■ **ABOUT THIS TASK**:
You are asked to filter the data below and copy every line holding "bridge".

(Stored data)
++++++

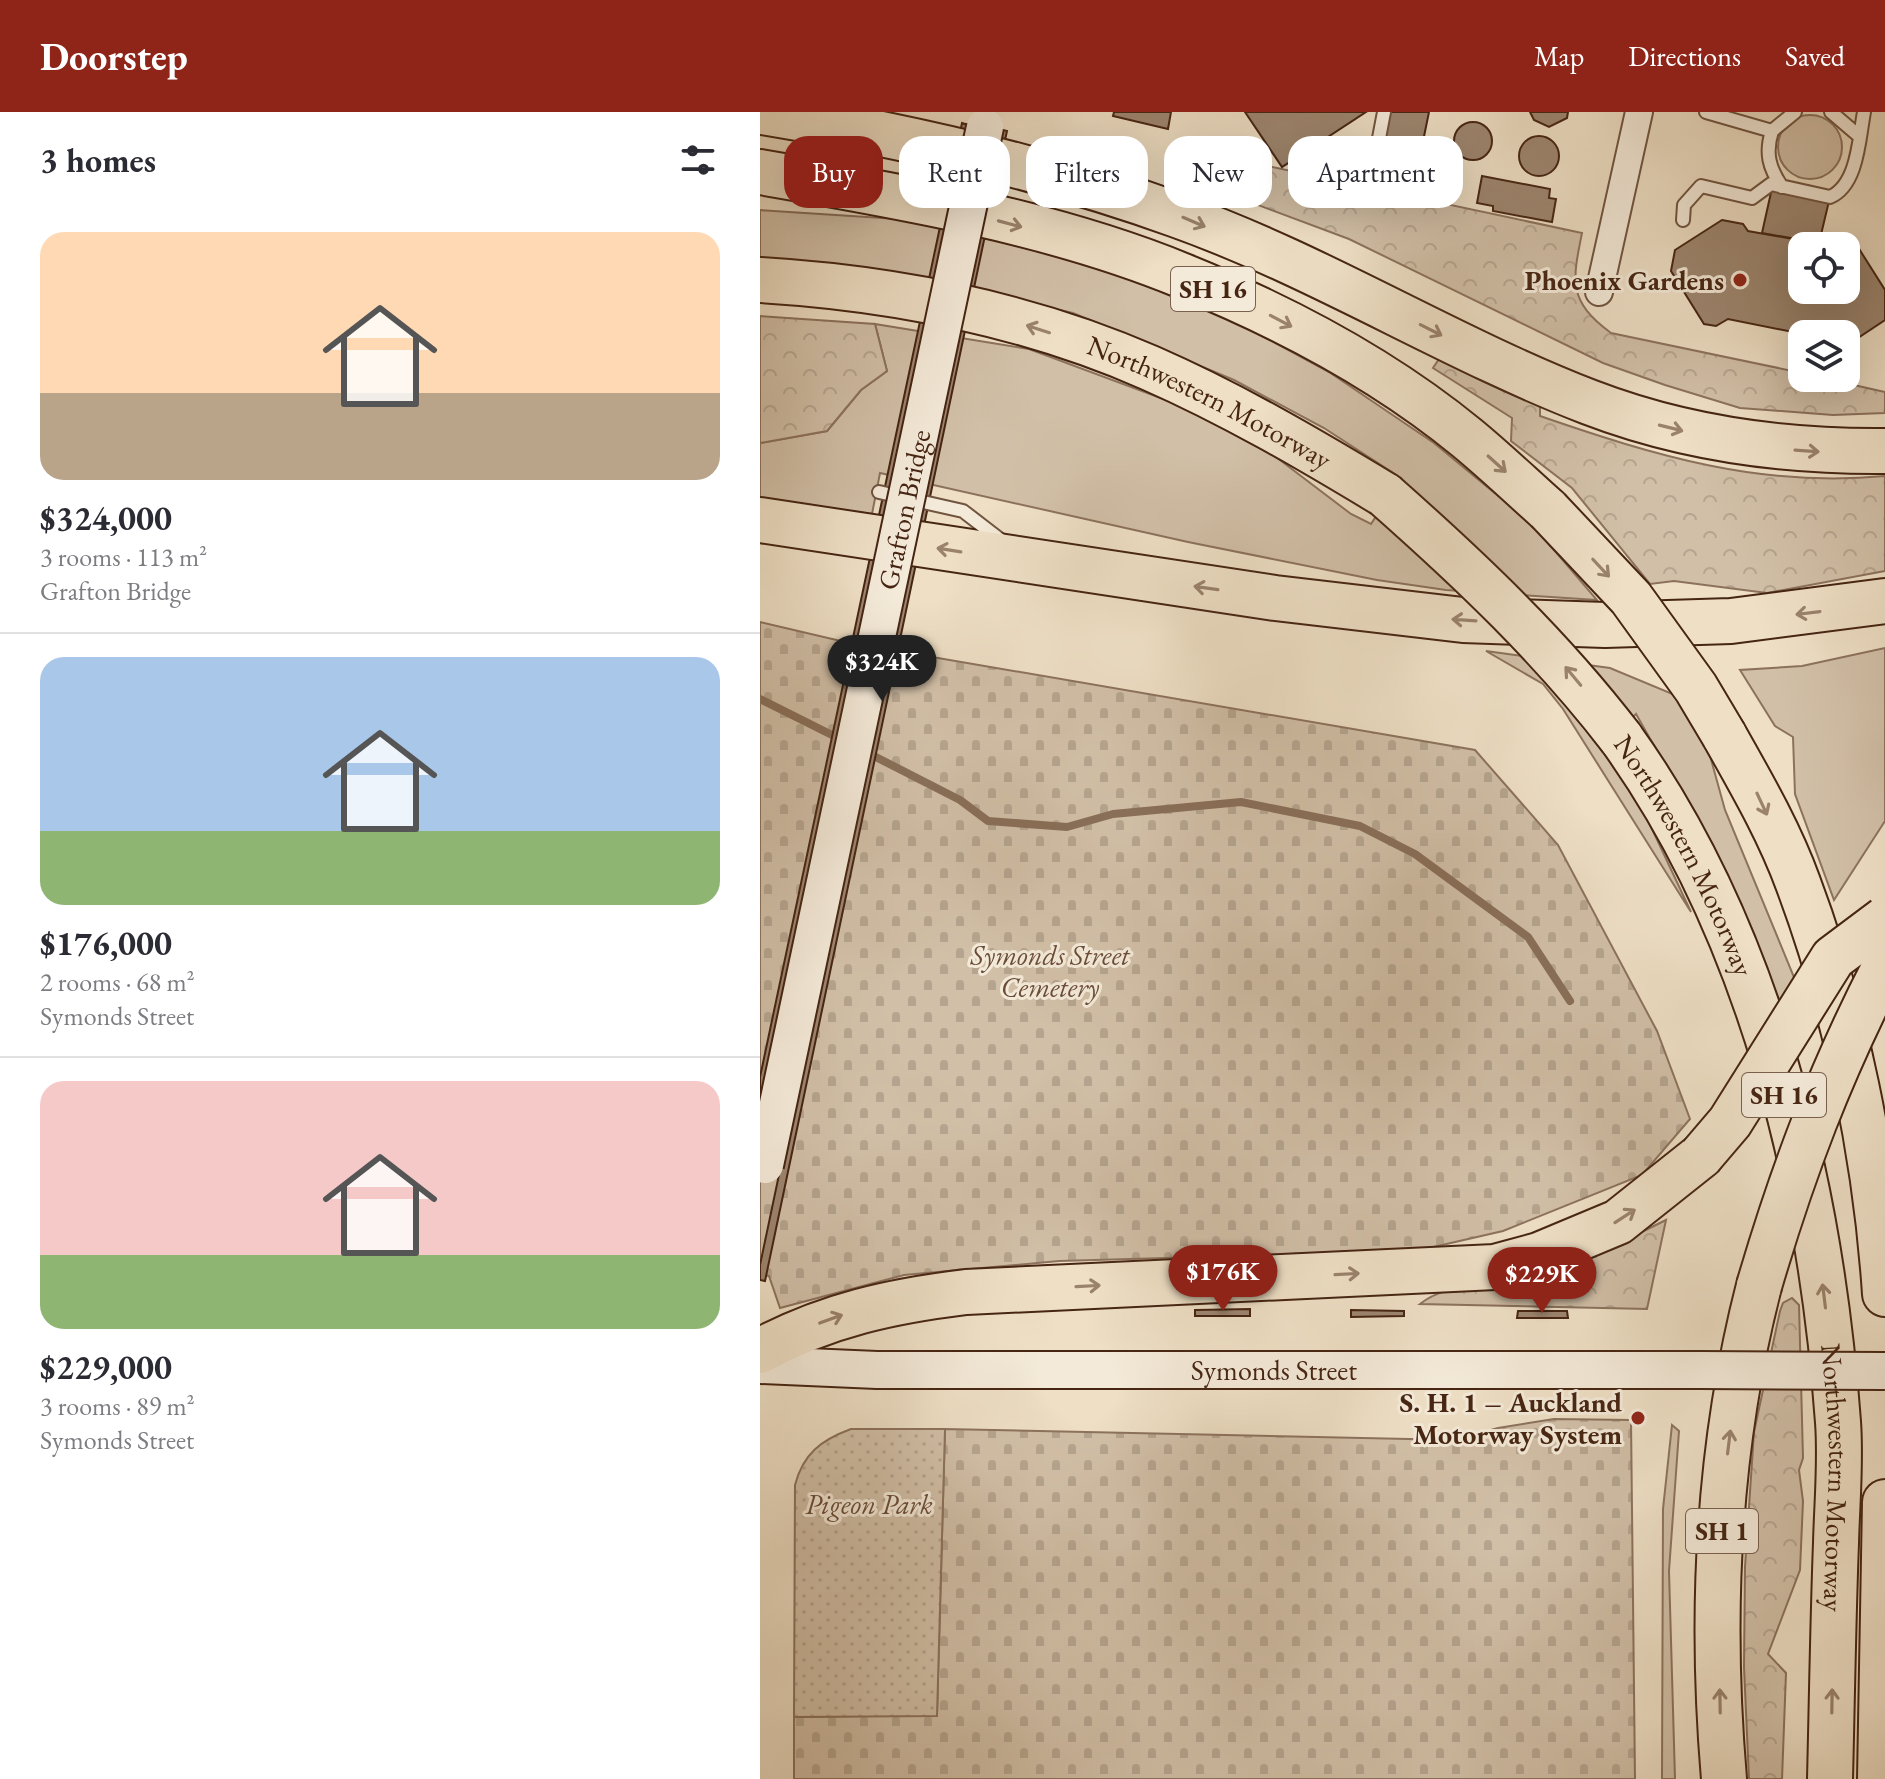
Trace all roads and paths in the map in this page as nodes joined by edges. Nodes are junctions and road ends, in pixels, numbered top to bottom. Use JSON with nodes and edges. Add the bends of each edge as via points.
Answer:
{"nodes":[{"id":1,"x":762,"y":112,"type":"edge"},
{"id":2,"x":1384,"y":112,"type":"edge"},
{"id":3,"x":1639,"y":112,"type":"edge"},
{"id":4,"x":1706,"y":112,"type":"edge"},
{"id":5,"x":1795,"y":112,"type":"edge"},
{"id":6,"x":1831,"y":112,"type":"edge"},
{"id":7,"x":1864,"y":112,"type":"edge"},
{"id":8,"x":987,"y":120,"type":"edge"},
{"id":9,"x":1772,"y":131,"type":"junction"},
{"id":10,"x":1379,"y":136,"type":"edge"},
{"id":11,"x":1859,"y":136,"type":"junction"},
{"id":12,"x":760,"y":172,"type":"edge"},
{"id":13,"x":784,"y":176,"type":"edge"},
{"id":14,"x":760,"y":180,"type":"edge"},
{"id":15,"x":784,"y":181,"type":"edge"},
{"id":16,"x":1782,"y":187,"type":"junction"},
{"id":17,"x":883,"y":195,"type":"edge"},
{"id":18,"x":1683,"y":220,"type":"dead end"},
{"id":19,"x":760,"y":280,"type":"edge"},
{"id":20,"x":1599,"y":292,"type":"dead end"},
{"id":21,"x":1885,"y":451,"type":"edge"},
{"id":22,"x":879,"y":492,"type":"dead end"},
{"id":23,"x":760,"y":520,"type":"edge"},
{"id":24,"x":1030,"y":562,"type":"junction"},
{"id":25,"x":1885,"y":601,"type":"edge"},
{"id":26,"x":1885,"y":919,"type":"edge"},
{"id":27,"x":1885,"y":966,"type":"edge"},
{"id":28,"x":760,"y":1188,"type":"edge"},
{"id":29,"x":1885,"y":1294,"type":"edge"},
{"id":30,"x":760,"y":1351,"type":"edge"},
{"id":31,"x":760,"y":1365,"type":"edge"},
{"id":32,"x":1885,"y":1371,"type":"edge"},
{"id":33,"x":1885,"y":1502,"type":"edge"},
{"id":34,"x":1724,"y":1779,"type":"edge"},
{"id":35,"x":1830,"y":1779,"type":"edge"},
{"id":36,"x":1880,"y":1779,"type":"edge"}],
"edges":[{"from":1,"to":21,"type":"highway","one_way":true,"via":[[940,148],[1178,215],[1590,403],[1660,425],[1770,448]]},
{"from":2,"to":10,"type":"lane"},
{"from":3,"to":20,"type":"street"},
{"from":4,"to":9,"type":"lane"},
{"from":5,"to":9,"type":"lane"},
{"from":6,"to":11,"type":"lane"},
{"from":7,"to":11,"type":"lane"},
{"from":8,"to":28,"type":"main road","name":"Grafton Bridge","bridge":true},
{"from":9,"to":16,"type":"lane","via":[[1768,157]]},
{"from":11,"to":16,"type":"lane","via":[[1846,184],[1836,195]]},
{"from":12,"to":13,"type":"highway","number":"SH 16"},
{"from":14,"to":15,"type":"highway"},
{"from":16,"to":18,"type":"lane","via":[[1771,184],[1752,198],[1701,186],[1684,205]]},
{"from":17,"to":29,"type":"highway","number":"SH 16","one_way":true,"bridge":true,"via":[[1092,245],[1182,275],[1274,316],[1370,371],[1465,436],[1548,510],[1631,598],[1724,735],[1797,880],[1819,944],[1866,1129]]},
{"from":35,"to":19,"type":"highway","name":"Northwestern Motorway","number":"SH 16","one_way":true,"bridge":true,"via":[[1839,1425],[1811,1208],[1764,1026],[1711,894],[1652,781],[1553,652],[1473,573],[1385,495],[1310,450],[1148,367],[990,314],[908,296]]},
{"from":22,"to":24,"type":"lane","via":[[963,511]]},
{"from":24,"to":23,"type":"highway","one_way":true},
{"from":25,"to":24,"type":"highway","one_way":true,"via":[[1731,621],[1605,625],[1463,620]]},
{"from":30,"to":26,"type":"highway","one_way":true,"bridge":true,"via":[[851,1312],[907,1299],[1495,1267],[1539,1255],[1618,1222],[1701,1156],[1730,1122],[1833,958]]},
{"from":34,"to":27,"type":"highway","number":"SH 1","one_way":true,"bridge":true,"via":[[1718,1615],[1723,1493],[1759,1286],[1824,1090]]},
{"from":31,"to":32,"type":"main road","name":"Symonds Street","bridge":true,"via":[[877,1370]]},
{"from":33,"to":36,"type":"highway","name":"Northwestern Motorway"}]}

++++++

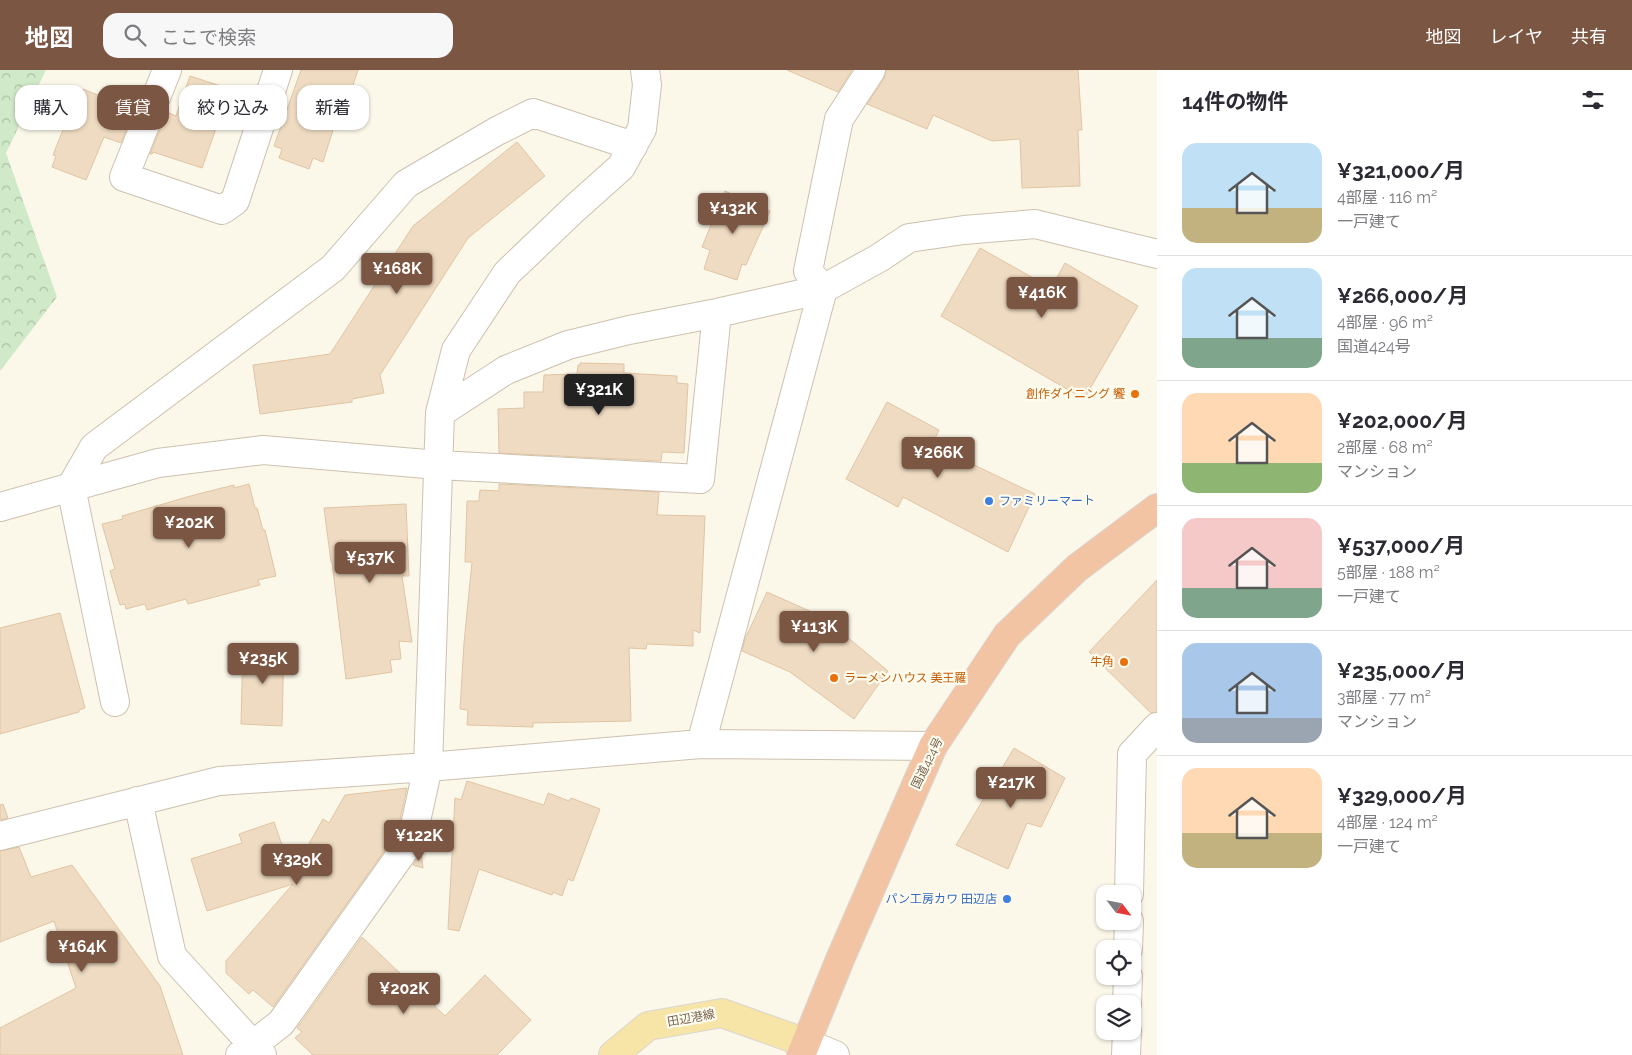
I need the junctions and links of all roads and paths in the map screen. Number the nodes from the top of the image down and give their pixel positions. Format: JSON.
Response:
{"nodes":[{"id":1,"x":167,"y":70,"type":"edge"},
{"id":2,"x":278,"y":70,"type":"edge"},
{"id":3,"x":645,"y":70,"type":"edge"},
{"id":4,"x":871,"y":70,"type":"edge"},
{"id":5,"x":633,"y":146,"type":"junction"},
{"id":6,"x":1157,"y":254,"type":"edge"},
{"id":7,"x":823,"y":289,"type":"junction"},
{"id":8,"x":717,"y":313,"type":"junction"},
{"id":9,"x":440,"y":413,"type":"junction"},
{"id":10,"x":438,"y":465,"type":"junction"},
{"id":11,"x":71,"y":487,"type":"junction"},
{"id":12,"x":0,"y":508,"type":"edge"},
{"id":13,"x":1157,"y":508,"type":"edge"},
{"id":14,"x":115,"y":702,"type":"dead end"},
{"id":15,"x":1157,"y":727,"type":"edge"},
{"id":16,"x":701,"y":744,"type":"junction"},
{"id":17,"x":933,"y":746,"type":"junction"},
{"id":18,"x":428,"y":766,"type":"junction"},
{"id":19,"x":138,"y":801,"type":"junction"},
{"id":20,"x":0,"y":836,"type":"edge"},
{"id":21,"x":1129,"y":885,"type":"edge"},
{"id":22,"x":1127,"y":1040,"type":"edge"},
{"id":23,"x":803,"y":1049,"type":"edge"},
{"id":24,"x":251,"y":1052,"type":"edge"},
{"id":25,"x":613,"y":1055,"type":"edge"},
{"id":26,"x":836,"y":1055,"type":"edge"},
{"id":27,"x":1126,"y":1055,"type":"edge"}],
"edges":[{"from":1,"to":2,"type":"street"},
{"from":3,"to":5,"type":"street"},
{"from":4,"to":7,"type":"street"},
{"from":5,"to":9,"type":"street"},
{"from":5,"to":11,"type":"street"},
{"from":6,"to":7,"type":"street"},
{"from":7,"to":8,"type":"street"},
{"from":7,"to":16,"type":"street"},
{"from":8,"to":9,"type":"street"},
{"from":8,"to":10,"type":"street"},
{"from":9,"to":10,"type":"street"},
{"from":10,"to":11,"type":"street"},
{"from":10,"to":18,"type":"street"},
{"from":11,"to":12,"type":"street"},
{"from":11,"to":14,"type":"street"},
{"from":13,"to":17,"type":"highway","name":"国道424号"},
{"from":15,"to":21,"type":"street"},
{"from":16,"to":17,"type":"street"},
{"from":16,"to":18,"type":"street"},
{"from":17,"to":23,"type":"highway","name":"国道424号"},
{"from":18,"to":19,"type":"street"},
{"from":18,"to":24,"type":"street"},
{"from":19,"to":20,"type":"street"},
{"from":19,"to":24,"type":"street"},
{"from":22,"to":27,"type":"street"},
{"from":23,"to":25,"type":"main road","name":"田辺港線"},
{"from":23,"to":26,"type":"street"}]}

++++++

■ **SOLUTION TO THE EXERCISE**:
{"from":8,"to":28,"type":"main road","name":"Grafton Bridge","bridge":true},
{"from":17,"to":29,"type":"highway","number":"SH 16","one_way":true,"bridge":true,"via":[[1092,245],[1182,275],[1274,316],[1370,371],[1465,436],[1548,510],[1631,598],[1724,735],[1797,880],[1819,944],[1866,1129]]},
{"from":35,"to":19,"type":"highway","name":"Northwestern Motorway","number":"SH 16","one_way":true,"bridge":true,"via":[[1839,1425],[1811,1208],[1764,1026],[1711,894],[1652,781],[1553,652],[1473,573],[1385,495],[1310,450],[1148,367],[990,314],[908,296]]},
{"from":30,"to":26,"type":"highway","one_way":true,"bridge":true,"via":[[851,1312],[907,1299],[1495,1267],[1539,1255],[1618,1222],[1701,1156],[1730,1122],[1833,958]]},
{"from":34,"to":27,"type":"highway","number":"SH 1","one_way":true,"bridge":true,"via":[[1718,1615],[1723,1493],[1759,1286],[1824,1090]]},
{"from":31,"to":32,"type":"main road","name":"Symonds Street","bridge":true,"via":[[877,1370]]},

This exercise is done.